So what’s the problem?

And why don’t I just answer Jenna?

I don’t know.

These days, I have an 11-year-old (with a bar mitzvah date already set for 20 months away), and suddenly this question is coming up near daily, and I have to be mindful. I don’t want to say the wrong thing or get myself in trouble.

Maybe it’s that bar and bat mitzvahs seem different to me now that I am an adult. These days there is so much more of everything. Everything has gotten super-sized. Even proms and graduation parties have become bigger-er. And b’nai mitzvah “after-parties” can get overblown and seem to have lost what the celebration is supposed to be about.

(Can you visualize me squirming around in my chair? Well, I am positively squirmy, Jenna. I’m sorry. I’m trying.)

Whenever anyone asks me about what is appropriate to give as a gift for a bar or bat mitzvah, I feel weird because there is no short answer. I can’t just say, “Buy him a pair of new pair of jeans,” or “Jewish girls love scented candles” because the bar or bat mitzvah is not like a birthday party celebration but a celebration of arrival through an entryway: an entryway to life as a responsible Jew. It is a spiritual rite of passage that connects one generation to another. It is a much bigger deal than any birthday party, and though people often try to compare them, a bar or bat mitzvah is not like a confirmation where a group of kids go to the front of the church en masse to receive a blessing. Jewish children have studied for seven years, including that one intense year of tutoring to get them prepared for their few hours alone on the bimah.

I thought about Jenna’s email and all my non-Jewish friends who have asked me this same question for years, and I have decided to boldly go where no Jew has gone before: I’m going to suggest what you maybe-might-possibly consider giving (or not giving) to the b’nai mitzvah child.

(*Insert deep breath here.*)

When trying to determine what to give, you have to first ask yourself: How well do I know this person/family? That’s probably the single biggest factor that goes into the decision. You also have to consider how many people are going to attend to event: One adult? Two? The entire family? It matters.

I told Jenna about:

SIGNIFICANT NUMBERS. The #18 in Hebrew means “chai.” (No, not the tea. Stay with me, darlin’.) For those interested in pronunciation, to create the proper sound to recreate the word “chai” you have to know that the “ch” sound something like an elderly man trying to clear his throat of an enormous ball of phlegm. The “ai” rhymes with the word “hi.” If you can put that together, you’ve got it! For all the math teachers out there, each Hebrew letter has a numerical value. Cool right? Kinda like a secret code. The word for “life” in Hebrew is “chai.” The two Hebrew letters that make up the word “chai” are chet and yud. In Gematria (the numerical value of Hebrew letters), chai is equivalent to 8 and yud is equivalent to 10. So “chai” — chet + yud = 18. Giving money in multiples of $18 is symbolic of giving “chai” or life, so Jewish people often give denominations of chai.
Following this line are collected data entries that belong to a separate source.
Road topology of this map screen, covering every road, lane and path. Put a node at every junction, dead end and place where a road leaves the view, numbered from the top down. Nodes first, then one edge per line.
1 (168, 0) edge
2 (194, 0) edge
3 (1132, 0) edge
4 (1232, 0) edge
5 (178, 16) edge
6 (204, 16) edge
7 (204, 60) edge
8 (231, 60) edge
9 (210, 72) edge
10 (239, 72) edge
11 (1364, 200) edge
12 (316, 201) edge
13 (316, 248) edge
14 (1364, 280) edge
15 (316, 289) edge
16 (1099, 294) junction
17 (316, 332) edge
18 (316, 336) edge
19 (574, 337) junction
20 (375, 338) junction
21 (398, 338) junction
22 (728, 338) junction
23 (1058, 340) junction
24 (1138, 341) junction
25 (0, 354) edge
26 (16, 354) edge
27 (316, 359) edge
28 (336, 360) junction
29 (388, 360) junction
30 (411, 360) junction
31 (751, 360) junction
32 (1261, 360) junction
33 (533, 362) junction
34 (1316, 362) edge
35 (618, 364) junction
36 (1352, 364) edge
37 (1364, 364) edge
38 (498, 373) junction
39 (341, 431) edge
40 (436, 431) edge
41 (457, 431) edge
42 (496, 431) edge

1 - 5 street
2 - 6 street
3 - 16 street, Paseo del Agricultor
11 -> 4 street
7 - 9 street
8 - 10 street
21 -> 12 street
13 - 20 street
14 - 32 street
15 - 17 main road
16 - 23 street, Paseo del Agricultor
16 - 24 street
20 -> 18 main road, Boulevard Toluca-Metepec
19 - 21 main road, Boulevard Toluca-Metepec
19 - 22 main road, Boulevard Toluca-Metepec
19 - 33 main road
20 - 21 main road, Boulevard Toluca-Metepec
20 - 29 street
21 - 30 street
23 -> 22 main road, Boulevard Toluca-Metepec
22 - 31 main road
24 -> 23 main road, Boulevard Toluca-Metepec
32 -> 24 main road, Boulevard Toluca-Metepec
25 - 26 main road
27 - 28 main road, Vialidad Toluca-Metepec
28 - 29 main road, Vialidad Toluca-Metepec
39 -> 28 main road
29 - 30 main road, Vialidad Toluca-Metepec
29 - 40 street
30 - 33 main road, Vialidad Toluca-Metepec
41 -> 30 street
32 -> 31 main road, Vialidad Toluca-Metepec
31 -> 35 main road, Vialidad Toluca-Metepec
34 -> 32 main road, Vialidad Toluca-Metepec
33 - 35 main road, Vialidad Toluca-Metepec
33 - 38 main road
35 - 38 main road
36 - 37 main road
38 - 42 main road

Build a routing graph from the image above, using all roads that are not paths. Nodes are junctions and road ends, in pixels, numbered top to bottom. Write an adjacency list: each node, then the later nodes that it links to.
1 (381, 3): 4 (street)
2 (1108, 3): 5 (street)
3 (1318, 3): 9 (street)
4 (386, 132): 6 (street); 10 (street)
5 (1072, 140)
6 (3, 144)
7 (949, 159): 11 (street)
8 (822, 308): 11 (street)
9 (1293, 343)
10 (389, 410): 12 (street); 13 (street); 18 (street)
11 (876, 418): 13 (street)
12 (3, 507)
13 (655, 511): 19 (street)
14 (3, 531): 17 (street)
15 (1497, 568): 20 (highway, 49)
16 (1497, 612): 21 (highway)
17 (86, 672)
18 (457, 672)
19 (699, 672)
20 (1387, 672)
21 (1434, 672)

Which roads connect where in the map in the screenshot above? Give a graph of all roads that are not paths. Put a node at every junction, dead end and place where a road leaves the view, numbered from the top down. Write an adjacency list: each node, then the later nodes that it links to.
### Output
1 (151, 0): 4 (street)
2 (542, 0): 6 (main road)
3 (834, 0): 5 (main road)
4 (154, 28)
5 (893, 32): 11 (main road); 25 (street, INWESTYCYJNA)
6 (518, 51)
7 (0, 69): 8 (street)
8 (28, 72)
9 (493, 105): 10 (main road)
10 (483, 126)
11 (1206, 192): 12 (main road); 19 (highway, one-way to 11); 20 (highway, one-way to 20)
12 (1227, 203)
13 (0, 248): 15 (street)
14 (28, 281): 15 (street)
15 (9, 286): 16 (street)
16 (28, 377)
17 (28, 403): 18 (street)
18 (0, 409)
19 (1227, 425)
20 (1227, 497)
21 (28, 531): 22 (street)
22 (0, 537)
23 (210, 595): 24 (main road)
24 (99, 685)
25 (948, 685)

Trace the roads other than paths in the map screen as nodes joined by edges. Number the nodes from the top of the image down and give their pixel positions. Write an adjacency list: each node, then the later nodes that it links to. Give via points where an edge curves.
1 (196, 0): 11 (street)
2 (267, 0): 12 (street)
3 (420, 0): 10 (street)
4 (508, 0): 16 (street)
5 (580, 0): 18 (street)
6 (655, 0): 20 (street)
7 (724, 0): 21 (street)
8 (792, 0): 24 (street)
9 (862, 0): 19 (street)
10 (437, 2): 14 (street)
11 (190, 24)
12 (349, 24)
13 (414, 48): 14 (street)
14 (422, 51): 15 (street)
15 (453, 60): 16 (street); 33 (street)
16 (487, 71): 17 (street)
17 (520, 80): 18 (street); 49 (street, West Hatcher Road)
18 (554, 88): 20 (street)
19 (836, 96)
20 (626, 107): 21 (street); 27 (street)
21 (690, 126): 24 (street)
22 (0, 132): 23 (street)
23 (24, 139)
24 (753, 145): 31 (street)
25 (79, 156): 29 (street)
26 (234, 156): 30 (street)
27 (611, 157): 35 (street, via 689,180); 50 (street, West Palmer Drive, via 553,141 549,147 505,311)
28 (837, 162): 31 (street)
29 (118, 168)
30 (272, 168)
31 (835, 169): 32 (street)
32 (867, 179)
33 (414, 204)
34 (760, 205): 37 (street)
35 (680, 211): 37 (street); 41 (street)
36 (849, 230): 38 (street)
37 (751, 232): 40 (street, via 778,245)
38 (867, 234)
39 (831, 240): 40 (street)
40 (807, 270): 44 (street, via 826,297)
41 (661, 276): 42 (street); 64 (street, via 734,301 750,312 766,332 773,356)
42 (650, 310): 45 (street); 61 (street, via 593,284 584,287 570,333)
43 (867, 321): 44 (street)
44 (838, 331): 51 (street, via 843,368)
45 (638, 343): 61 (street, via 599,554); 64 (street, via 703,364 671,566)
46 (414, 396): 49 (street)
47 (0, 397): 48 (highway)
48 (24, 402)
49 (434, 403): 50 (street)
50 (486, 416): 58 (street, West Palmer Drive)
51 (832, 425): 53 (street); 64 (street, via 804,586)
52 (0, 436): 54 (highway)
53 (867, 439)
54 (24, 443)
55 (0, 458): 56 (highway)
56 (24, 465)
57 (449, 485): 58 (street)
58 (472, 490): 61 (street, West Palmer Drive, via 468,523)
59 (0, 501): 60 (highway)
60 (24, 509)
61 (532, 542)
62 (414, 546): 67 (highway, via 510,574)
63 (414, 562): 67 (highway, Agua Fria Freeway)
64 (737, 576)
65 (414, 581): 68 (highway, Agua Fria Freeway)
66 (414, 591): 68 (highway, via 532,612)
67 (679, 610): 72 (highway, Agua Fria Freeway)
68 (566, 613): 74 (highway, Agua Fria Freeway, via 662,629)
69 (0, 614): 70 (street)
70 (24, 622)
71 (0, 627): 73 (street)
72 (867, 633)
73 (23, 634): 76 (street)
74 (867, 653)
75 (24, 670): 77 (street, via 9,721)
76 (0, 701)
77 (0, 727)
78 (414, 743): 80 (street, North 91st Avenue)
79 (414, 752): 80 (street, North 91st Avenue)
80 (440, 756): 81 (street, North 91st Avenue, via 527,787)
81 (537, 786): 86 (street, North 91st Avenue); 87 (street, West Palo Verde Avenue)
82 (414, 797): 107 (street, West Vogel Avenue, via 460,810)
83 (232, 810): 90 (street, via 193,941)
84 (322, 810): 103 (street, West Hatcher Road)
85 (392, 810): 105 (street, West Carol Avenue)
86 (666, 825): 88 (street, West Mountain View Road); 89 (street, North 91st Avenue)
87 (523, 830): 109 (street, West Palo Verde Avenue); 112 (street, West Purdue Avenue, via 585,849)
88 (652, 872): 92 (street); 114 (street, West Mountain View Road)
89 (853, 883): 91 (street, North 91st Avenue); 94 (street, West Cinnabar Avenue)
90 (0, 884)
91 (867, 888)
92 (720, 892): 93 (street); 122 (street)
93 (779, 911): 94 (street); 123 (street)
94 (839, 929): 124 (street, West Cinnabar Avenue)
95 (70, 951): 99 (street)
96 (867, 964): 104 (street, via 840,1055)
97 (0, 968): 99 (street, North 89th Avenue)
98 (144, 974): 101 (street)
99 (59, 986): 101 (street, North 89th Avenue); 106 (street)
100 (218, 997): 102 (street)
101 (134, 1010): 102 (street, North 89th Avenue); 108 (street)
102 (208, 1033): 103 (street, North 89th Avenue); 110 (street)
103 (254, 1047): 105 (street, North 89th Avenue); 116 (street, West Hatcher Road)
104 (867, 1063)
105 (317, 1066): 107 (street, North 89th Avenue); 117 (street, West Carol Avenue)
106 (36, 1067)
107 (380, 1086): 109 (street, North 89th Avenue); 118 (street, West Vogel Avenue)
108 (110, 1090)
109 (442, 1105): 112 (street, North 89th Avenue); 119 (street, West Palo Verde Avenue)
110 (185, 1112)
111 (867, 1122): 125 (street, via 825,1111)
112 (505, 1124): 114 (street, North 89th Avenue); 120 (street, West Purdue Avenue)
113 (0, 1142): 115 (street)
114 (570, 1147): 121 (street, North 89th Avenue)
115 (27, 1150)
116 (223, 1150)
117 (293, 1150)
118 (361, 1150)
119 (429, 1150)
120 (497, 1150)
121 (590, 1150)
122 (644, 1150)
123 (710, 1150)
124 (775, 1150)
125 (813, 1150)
In our community, children often give $36. But people can get creative and give $100.18; big spenders may give $318 or $418 or $518 depending on whose special day it is and the nature of the relationship between the giver and the receiver. Family members generally give more than the average party-goer. Sometimes people add chai in increments: $18 + $18 = $36 (double chai), $54 = triple chai, $72= quadruple chai, and upwards from there.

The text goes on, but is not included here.